A recent trip to visit a friend in the northwestern suburbs rekindled a question that's been on Vince Brown's mind for years:
How did Brooklyn Park and Brooklyn Center get their names? And why are their names similar?
"I've lived here my whole life and I still don't know how to tell them apart and why they're so close together," Brown said. "What is the history behind that?"
Brown sent his question to Curious Minnesota — a Star Tribune community-driven reporting project that puts readers' inquiries at the center of the newsroom's reporting.
These two suburbs are often confused for one another. But they have some key geographic distinctions. Brooklyn Park is considerably larger in size and population. Its borders partly surround Brooklyn Center, which adjoins north Minneapolis.
The cities' history starts with Indigenous people who lived on Minnesota land long before the first settlers of European descent arrived.
People have lived in the area that became Minnesota for at least 9,000 to 12,000 years, according to the Minnesota Historical Society. The Dakota and Ojibwe tribes made up most of the state's population by the 1600s.
Dakota people lost their rights to land in much of the Twin Cities area in two 1851 treaties with the U.S. government. This opened the way for white settlers to claim land in what would become Brooklyn Center and Brooklyn Park starting in 1852, according to "The Brooklyns," a book by the Brooklyn Historical Society that chronicles the history of the area.
"Life for the average new-settler family was not easy," the book stated. "Some had small cabins with, occasionally, a leaky roof, and they had to cook and heat with wood-burning stoves. Toilets were outside, as well as their water supply, in the form of hand pumps or wells."

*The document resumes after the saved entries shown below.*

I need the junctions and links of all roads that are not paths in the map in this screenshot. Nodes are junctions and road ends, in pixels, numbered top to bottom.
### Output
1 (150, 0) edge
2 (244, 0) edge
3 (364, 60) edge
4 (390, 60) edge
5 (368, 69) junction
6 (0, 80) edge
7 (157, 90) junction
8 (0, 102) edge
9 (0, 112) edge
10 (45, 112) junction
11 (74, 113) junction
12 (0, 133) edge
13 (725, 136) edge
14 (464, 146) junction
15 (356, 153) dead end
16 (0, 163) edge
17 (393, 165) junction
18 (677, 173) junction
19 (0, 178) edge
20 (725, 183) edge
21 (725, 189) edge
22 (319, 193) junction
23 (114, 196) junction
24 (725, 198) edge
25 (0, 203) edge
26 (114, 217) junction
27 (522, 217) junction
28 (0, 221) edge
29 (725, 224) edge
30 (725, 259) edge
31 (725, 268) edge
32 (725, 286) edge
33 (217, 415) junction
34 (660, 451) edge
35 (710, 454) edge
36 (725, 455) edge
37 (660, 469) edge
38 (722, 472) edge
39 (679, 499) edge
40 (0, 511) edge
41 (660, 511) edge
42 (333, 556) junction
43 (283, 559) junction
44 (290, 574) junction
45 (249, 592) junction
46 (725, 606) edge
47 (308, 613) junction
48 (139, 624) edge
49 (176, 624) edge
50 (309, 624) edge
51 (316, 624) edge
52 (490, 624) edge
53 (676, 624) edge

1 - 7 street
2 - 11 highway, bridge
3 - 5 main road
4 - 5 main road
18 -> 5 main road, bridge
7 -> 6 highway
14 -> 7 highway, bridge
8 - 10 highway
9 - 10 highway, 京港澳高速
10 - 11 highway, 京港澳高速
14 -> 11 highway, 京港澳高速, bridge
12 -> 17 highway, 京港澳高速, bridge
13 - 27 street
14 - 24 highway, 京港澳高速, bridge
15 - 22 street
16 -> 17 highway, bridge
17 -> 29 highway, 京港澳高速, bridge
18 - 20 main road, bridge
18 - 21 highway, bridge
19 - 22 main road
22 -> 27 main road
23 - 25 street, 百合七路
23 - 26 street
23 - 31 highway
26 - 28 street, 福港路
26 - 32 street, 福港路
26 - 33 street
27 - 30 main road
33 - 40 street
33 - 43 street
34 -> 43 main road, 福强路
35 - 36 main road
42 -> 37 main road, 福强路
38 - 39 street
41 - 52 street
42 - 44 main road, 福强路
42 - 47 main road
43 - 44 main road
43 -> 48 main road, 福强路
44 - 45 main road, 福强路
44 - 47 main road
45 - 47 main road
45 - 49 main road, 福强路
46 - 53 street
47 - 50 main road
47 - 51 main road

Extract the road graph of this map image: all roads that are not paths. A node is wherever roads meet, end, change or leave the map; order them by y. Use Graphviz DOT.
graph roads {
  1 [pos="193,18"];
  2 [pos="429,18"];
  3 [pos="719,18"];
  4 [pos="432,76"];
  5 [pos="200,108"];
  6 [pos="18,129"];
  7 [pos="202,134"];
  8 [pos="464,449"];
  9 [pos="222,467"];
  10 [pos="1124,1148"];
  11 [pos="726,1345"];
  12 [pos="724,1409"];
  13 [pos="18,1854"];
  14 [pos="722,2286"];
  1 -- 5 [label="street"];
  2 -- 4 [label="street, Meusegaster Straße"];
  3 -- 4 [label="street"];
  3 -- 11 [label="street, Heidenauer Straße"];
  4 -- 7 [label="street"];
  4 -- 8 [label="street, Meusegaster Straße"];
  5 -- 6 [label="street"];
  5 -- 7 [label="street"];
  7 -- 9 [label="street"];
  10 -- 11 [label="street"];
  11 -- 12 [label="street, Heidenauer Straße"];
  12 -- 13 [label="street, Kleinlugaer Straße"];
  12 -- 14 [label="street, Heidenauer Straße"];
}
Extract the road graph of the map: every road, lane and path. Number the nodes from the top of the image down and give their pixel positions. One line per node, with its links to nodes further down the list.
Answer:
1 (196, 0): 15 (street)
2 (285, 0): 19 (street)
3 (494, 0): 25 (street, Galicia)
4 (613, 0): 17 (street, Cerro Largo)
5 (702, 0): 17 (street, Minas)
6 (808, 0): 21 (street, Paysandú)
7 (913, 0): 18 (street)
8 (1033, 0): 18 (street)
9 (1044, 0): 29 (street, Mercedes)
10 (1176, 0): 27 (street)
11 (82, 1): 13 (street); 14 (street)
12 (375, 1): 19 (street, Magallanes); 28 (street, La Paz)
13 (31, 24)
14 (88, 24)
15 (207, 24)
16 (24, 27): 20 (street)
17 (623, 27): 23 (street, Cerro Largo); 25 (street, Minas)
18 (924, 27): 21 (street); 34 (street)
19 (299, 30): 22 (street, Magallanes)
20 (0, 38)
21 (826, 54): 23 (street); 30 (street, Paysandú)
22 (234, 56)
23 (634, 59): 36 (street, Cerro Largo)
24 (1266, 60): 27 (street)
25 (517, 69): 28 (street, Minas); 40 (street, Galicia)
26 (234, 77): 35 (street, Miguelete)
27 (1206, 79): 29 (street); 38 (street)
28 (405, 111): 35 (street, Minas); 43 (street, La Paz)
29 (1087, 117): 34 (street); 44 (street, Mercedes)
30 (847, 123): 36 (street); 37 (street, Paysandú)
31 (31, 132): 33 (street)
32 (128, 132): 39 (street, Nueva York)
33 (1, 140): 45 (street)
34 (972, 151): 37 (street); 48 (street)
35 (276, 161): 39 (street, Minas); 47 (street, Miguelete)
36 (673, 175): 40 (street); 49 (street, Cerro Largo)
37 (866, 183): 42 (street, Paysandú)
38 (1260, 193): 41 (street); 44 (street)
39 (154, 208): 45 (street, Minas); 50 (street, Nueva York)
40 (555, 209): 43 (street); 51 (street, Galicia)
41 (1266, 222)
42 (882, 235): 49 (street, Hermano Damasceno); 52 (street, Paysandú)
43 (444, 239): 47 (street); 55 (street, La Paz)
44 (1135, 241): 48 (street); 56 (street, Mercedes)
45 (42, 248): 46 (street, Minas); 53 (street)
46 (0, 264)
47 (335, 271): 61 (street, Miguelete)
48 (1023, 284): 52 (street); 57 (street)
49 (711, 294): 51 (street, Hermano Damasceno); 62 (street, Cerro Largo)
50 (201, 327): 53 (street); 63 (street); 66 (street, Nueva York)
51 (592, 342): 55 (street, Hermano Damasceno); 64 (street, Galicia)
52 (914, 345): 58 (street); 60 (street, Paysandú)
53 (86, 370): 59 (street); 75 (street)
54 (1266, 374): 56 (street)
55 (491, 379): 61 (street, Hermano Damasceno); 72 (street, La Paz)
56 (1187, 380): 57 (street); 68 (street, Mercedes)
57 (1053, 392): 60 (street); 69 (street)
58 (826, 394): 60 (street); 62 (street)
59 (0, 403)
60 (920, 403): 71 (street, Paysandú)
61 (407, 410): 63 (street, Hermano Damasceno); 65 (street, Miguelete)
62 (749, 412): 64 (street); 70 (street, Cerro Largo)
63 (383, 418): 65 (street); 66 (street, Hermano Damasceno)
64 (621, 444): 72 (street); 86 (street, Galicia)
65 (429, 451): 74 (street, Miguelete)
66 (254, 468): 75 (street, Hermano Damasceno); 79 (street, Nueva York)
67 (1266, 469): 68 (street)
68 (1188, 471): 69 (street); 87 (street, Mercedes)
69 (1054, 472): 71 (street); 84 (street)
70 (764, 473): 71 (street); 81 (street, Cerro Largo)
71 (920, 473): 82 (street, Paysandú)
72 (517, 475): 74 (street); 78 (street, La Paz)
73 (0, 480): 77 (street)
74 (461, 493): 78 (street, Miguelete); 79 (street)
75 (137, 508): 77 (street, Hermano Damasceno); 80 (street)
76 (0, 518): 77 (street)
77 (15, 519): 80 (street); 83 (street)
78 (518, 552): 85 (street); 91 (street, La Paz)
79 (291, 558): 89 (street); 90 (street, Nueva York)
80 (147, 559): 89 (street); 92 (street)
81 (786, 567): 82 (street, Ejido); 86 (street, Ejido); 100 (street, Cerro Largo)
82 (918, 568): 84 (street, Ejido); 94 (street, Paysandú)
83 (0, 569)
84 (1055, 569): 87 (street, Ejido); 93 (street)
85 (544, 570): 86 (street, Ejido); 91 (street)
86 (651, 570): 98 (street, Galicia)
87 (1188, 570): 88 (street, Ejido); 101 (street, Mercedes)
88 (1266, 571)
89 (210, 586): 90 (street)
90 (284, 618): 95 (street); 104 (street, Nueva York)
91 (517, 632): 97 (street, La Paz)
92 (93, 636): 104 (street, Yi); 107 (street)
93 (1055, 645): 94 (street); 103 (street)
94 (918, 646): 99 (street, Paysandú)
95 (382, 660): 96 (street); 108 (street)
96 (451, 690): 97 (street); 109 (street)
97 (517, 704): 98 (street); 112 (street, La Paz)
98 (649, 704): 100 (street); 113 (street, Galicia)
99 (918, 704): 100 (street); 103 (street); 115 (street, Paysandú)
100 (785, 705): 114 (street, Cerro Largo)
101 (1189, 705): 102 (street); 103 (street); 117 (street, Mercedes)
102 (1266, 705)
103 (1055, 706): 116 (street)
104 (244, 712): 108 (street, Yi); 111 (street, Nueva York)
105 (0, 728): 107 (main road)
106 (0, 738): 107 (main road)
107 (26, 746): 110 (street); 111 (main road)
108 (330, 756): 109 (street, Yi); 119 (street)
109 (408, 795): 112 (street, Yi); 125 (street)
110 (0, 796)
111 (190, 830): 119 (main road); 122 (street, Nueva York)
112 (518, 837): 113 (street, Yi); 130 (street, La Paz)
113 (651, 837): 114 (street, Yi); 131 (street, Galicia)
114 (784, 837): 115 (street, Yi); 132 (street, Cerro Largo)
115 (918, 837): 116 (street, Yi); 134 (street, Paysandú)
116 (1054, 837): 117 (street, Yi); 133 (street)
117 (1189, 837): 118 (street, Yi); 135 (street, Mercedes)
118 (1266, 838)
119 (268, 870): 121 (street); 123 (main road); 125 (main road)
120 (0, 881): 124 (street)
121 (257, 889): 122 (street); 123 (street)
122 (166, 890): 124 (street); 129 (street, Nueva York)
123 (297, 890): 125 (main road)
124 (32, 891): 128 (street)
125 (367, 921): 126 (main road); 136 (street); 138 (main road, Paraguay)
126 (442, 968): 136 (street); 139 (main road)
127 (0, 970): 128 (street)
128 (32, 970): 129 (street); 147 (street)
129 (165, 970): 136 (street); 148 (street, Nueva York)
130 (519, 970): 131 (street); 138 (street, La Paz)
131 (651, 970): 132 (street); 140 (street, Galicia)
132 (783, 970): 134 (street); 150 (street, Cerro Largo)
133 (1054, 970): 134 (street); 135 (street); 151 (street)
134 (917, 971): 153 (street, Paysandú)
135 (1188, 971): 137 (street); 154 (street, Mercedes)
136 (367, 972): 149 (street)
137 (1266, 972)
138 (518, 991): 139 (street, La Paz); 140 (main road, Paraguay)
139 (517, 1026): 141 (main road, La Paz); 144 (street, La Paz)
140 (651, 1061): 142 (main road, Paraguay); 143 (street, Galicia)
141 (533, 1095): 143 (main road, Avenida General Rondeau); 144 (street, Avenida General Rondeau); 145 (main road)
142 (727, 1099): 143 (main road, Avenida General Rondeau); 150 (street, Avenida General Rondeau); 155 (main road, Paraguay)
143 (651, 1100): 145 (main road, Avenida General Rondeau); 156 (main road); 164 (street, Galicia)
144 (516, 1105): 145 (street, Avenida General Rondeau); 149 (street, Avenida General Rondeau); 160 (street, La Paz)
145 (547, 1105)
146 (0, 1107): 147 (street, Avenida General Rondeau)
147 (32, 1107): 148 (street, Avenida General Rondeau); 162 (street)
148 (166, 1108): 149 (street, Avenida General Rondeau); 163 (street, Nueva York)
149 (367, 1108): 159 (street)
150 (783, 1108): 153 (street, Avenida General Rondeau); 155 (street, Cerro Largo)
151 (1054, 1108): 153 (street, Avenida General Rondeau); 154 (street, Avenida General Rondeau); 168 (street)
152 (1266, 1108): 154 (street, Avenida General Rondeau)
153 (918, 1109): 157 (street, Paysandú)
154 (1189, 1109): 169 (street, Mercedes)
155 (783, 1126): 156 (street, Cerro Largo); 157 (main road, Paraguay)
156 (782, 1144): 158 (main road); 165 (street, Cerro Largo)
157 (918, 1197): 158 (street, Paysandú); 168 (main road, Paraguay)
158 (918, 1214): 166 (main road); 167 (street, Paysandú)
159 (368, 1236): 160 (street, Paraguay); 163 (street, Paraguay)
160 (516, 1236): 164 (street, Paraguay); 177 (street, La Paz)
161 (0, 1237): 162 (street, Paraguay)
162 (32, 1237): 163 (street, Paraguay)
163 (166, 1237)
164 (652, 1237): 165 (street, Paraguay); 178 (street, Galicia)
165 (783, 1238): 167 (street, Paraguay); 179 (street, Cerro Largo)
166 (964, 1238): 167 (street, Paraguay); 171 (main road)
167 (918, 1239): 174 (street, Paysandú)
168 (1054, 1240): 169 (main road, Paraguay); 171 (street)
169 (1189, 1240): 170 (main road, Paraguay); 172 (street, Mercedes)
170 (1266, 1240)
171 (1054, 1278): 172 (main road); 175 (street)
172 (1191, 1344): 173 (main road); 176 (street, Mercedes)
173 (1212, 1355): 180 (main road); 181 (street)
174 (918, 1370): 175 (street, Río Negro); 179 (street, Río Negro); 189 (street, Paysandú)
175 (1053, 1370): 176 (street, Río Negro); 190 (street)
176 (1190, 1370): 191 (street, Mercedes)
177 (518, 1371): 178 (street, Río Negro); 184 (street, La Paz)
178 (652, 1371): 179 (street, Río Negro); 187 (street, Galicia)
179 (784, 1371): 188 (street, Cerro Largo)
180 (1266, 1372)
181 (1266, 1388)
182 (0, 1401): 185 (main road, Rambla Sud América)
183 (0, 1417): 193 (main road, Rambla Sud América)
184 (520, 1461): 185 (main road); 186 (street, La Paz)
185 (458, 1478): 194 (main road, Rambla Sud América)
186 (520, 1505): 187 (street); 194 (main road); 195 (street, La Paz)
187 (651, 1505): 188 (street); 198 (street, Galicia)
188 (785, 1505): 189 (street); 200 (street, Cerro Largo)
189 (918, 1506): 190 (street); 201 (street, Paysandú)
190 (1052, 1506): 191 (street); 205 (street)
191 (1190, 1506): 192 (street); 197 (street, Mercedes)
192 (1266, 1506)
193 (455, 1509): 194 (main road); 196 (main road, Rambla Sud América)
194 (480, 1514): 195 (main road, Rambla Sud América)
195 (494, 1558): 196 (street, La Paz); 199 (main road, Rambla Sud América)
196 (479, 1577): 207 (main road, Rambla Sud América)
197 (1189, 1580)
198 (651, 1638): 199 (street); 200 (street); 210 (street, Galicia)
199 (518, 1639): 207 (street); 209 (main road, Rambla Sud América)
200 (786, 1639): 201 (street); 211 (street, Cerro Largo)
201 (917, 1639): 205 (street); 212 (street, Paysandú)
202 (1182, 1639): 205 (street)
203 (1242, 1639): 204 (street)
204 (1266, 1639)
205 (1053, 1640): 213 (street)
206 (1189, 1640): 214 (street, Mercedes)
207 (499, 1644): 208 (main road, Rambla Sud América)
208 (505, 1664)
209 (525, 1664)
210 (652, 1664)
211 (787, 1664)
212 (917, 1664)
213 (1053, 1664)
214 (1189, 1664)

Early settlers in the area worked hard as fur traders and farmers, according to "The Brooklyns." They grew and harvested food including sweet corn, wheat, potatoes, asparagus, strawberries and pumpkins.
Naming the town
In 1853, Allen B. Chaffee led 14 families from Adrian, Mich., to the area. The families named their new home after Brooklyn, Mich., a township near Adrian that got its moniker from a local minister who hailed from New York.
The New York Historical Society says the Brooklyn borough's name refers to a village in the Netherlands called Breukelen.
Brooklyn Township in Minnesota was officially recognized after statehood in 1858. It covered a broad area that includes the two present-day suburbs.
The new settlers faced much hardship. Esther Crooker's family lived through droughts, grasshopper plagues and other troubles after moving to Brooklyn Center before the Civil War, according to a 1932 Minneapolis Journal article commemorating her 100th birthday.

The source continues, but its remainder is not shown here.